EXERCISE BRIEF: Write out, precisely and in full, each line of the material.
──────── DATA FOR PROCESSING
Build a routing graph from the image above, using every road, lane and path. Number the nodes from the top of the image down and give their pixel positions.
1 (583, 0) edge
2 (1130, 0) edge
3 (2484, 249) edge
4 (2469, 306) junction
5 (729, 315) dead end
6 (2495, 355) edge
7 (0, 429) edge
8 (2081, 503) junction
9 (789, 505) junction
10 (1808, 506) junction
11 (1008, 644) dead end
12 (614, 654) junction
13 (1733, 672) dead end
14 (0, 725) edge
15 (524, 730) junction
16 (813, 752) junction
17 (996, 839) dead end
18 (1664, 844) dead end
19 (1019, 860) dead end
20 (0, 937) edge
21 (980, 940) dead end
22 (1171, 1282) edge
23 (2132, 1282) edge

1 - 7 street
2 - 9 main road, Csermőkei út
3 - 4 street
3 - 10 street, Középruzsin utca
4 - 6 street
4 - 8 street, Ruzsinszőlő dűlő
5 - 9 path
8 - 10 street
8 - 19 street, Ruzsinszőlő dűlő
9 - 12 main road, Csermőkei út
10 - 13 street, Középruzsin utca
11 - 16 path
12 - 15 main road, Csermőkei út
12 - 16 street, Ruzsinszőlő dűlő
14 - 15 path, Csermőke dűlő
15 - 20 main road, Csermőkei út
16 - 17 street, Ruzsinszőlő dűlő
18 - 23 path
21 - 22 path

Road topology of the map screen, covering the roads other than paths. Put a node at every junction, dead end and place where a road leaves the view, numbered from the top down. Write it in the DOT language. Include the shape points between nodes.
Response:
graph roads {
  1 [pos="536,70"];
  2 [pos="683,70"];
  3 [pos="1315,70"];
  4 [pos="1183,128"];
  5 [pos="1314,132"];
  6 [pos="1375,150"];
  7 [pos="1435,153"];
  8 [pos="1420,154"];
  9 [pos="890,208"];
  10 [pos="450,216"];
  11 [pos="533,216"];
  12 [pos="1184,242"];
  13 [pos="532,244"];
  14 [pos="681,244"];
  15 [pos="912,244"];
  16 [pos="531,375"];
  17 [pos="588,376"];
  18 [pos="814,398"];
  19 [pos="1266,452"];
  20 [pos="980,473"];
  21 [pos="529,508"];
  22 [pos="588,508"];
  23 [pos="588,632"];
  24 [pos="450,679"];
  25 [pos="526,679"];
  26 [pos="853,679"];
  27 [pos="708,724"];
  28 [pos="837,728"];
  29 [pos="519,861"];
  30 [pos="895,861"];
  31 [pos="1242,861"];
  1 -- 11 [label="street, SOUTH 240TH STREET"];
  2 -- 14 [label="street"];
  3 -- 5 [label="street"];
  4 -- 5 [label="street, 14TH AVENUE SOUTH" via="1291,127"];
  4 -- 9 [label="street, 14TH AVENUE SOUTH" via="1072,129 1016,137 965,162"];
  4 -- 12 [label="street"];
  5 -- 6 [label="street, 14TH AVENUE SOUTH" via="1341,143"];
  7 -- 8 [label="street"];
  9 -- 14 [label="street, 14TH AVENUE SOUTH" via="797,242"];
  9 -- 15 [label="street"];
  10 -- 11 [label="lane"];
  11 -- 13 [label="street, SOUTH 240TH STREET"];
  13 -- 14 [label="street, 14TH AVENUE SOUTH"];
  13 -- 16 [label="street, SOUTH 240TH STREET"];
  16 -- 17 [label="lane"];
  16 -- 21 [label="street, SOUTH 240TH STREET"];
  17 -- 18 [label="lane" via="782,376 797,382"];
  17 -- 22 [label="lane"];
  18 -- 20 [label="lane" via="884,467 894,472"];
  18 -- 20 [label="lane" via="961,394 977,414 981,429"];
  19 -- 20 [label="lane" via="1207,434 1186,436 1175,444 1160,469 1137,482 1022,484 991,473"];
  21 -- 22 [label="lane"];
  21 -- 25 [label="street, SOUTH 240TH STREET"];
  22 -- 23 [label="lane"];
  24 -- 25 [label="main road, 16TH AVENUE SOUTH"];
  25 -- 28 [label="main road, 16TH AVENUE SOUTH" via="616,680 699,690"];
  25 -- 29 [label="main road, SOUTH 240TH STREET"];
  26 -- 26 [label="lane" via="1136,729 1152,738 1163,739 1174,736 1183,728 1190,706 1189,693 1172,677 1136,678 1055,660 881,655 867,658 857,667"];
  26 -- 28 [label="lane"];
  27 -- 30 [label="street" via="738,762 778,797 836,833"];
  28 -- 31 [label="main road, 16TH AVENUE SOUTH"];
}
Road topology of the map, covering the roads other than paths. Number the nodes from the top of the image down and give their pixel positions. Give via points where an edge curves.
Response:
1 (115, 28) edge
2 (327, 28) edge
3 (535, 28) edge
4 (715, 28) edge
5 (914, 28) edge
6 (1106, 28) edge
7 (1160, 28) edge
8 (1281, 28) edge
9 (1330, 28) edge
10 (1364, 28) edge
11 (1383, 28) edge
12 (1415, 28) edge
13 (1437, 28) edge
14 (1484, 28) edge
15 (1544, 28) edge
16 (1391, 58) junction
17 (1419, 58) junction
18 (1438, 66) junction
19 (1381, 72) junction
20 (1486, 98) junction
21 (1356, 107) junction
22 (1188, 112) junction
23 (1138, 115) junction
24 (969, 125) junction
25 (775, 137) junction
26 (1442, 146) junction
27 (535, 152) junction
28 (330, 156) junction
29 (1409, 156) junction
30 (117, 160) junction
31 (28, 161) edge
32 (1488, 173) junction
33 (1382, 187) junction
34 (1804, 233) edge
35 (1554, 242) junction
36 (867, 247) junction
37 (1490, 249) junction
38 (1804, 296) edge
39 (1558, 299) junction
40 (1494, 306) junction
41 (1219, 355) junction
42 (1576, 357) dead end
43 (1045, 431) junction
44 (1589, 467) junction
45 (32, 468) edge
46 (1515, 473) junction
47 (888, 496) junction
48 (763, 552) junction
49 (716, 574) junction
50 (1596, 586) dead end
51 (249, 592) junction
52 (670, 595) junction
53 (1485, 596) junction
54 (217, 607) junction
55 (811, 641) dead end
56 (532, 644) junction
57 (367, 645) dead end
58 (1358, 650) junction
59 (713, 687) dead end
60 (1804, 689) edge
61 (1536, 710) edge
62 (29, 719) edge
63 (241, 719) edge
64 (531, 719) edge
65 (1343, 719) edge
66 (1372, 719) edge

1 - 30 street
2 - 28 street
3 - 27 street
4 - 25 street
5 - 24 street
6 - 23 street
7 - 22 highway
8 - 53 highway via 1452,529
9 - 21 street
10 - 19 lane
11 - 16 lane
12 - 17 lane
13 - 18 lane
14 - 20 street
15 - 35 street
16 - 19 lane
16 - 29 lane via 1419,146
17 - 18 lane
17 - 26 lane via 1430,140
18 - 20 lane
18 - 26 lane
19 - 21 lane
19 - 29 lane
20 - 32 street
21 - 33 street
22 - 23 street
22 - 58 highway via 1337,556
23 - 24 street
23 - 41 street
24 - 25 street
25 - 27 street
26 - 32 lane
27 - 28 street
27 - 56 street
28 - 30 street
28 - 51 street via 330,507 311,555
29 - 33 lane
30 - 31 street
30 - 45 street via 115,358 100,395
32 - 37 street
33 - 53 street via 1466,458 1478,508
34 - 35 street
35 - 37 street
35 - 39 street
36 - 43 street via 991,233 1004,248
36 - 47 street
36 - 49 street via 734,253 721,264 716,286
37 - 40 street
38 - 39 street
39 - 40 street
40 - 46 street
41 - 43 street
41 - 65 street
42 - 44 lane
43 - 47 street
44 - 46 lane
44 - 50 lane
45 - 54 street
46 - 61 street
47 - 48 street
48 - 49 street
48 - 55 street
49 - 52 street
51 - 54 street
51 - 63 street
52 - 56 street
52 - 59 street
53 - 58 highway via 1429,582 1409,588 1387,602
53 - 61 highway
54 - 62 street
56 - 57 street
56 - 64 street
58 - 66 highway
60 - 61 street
────────────────
YOUR SOLUTION:
Build a routing graph from the image above, using every road, lane and path. Number the nodes from the top of the image down and give their pixel positions.
1 (583, 0) edge
2 (1130, 0) edge
3 (2484, 249) edge
4 (2469, 306) junction
5 (729, 315) dead end
6 (2495, 355) edge
7 (0, 429) edge
8 (2081, 503) junction
9 (789, 505) junction
10 (1808, 506) junction
11 (1008, 644) dead end
12 (614, 654) junction
13 (1733, 672) dead end
14 (0, 725) edge
15 (524, 730) junction
16 (813, 752) junction
17 (996, 839) dead end
18 (1664, 844) dead end
19 (1019, 860) dead end
20 (0, 937) edge
21 (980, 940) dead end
22 (1171, 1282) edge
23 (2132, 1282) edge

1 - 7 street
2 - 9 main road, Csermőkei út
3 - 4 street
3 - 10 street, Középruzsin utca
4 - 6 street
4 - 8 street, Ruzsinszőlő dűlő
5 - 9 path
8 - 10 street
8 - 19 street, Ruzsinszőlő dűlő
9 - 12 main road, Csermőkei út
10 - 13 street, Középruzsin utca
11 - 16 path
12 - 15 main road, Csermőkei út
12 - 16 street, Ruzsinszőlő dűlő
14 - 15 path, Csermőke dűlő
15 - 20 main road, Csermőkei út
16 - 17 street, Ruzsinszőlő dűlő
18 - 23 path
21 - 22 path

Road topology of the map screen, covering the roads other than paths. Put a node at every junction, dead end and place where a road leaves the view, numbered from the top down. Write it in the DOT language. Include the shape points between nodes.
Response:
graph roads {
  1 [pos="536,70"];
  2 [pos="683,70"];
  3 [pos="1315,70"];
  4 [pos="1183,128"];
  5 [pos="1314,132"];
  6 [pos="1375,150"];
  7 [pos="1435,153"];
  8 [pos="1420,154"];
  9 [pos="890,208"];
  10 [pos="450,216"];
  11 [pos="533,216"];
  12 [pos="1184,242"];
  13 [pos="532,244"];
  14 [pos="681,244"];
  15 [pos="912,244"];
  16 [pos="531,375"];
  17 [pos="588,376"];
  18 [pos="814,398"];
  19 [pos="1266,452"];
  20 [pos="980,473"];
  21 [pos="529,508"];
  22 [pos="588,508"];
  23 [pos="588,632"];
  24 [pos="450,679"];
  25 [pos="526,679"];
  26 [pos="853,679"];
  27 [pos="708,724"];
  28 [pos="837,728"];
  29 [pos="519,861"];
  30 [pos="895,861"];
  31 [pos="1242,861"];
  1 -- 11 [label="street, SOUTH 240TH STREET"];
  2 -- 14 [label="street"];
  3 -- 5 [label="street"];
  4 -- 5 [label="street, 14TH AVENUE SOUTH" via="1291,127"];
  4 -- 9 [label="street, 14TH AVENUE SOUTH" via="1072,129 1016,137 965,162"];
  4 -- 12 [label="street"];
  5 -- 6 [label="street, 14TH AVENUE SOUTH" via="1341,143"];
  7 -- 8 [label="street"];
  9 -- 14 [label="street, 14TH AVENUE SOUTH" via="797,242"];
  9 -- 15 [label="street"];
  10 -- 11 [label="lane"];
  11 -- 13 [label="street, SOUTH 240TH STREET"];
  13 -- 14 [label="street, 14TH AVENUE SOUTH"];
  13 -- 16 [label="street, SOUTH 240TH STREET"];
  16 -- 17 [label="lane"];
  16 -- 21 [label="street, SOUTH 240TH STREET"];
  17 -- 18 [label="lane" via="782,376 797,382"];
  17 -- 22 [label="lane"];
  18 -- 20 [label="lane" via="884,467 894,472"];
  18 -- 20 [label="lane" via="961,394 977,414 981,429"];
  19 -- 20 [label="lane" via="1207,434 1186,436 1175,444 1160,469 1137,482 1022,484 991,473"];
  21 -- 22 [label="lane"];
  21 -- 25 [label="street, SOUTH 240TH STREET"];
  22 -- 23 [label="lane"];
  24 -- 25 [label="main road, 16TH AVENUE SOUTH"];
  25 -- 28 [label="main road, 16TH AVENUE SOUTH" via="616,680 699,690"];
  25 -- 29 [label="main road, SOUTH 240TH STREET"];
  26 -- 26 [label="lane" via="1136,729 1152,738 1163,739 1174,736 1183,728 1190,706 1189,693 1172,677 1136,678 1055,660 881,655 867,658 857,667"];
  26 -- 28 [label="lane"];
  27 -- 30 [label="street" via="738,762 778,797 836,833"];
  28 -- 31 [label="main road, 16TH AVENUE SOUTH"];
}
Road topology of the map, covering the roads other than paths. Number the nodes from the top of the image down and give their pixel positions. Give via points where an edge curves.
Response:
1 (115, 28) edge
2 (327, 28) edge
3 (535, 28) edge
4 (715, 28) edge
5 (914, 28) edge
6 (1106, 28) edge
7 (1160, 28) edge
8 (1281, 28) edge
9 (1330, 28) edge
10 (1364, 28) edge
11 (1383, 28) edge
12 (1415, 28) edge
13 (1437, 28) edge
14 (1484, 28) edge
15 (1544, 28) edge
16 (1391, 58) junction
17 (1419, 58) junction
18 (1438, 66) junction
19 (1381, 72) junction
20 (1486, 98) junction
21 (1356, 107) junction
22 (1188, 112) junction
23 (1138, 115) junction
24 (969, 125) junction
25 (775, 137) junction
26 (1442, 146) junction
27 (535, 152) junction
28 (330, 156) junction
29 (1409, 156) junction
30 (117, 160) junction
31 (28, 161) edge
32 (1488, 173) junction
33 (1382, 187) junction
34 (1804, 233) edge
35 (1554, 242) junction
36 (867, 247) junction
37 (1490, 249) junction
38 (1804, 296) edge
39 (1558, 299) junction
40 (1494, 306) junction
41 (1219, 355) junction
42 (1576, 357) dead end
43 (1045, 431) junction
44 (1589, 467) junction
45 (32, 468) edge
46 (1515, 473) junction
47 (888, 496) junction
48 (763, 552) junction
49 (716, 574) junction
50 (1596, 586) dead end
51 (249, 592) junction
52 (670, 595) junction
53 (1485, 596) junction
54 (217, 607) junction
55 (811, 641) dead end
56 (532, 644) junction
57 (367, 645) dead end
58 (1358, 650) junction
59 (713, 687) dead end
60 (1804, 689) edge
61 (1536, 710) edge
62 (29, 719) edge
63 (241, 719) edge
64 (531, 719) edge
65 (1343, 719) edge
66 (1372, 719) edge

1 - 30 street
2 - 28 street
3 - 27 street
4 - 25 street
5 - 24 street
6 - 23 street
7 - 22 highway
8 - 53 highway via 1452,529
9 - 21 street
10 - 19 lane
11 - 16 lane
12 - 17 lane
13 - 18 lane
14 - 20 street
15 - 35 street
16 - 19 lane
16 - 29 lane via 1419,146
17 - 18 lane
17 - 26 lane via 1430,140
18 - 20 lane
18 - 26 lane
19 - 21 lane
19 - 29 lane
20 - 32 street
21 - 33 street
22 - 23 street
22 - 58 highway via 1337,556
23 - 24 street
23 - 41 street
24 - 25 street
25 - 27 street
26 - 32 lane
27 - 28 street
27 - 56 street
28 - 30 street
28 - 51 street via 330,507 311,555
29 - 33 lane
30 - 31 street
30 - 45 street via 115,358 100,395
32 - 37 street
33 - 53 street via 1466,458 1478,508
34 - 35 street
35 - 37 street
35 - 39 street
36 - 43 street via 991,233 1004,248
36 - 47 street
36 - 49 street via 734,253 721,264 716,286
37 - 40 street
38 - 39 street
39 - 40 street
40 - 46 street
41 - 43 street
41 - 65 street
42 - 44 lane
43 - 47 street
44 - 46 lane
44 - 50 lane
45 - 54 street
46 - 61 street
47 - 48 street
48 - 49 street
48 - 55 street
49 - 52 street
51 - 54 street
51 - 63 street
52 - 56 street
52 - 59 street
53 - 58 highway via 1429,582 1409,588 1387,602
53 - 61 highway
54 - 62 street
56 - 57 street
56 - 64 street
58 - 66 highway
60 - 61 street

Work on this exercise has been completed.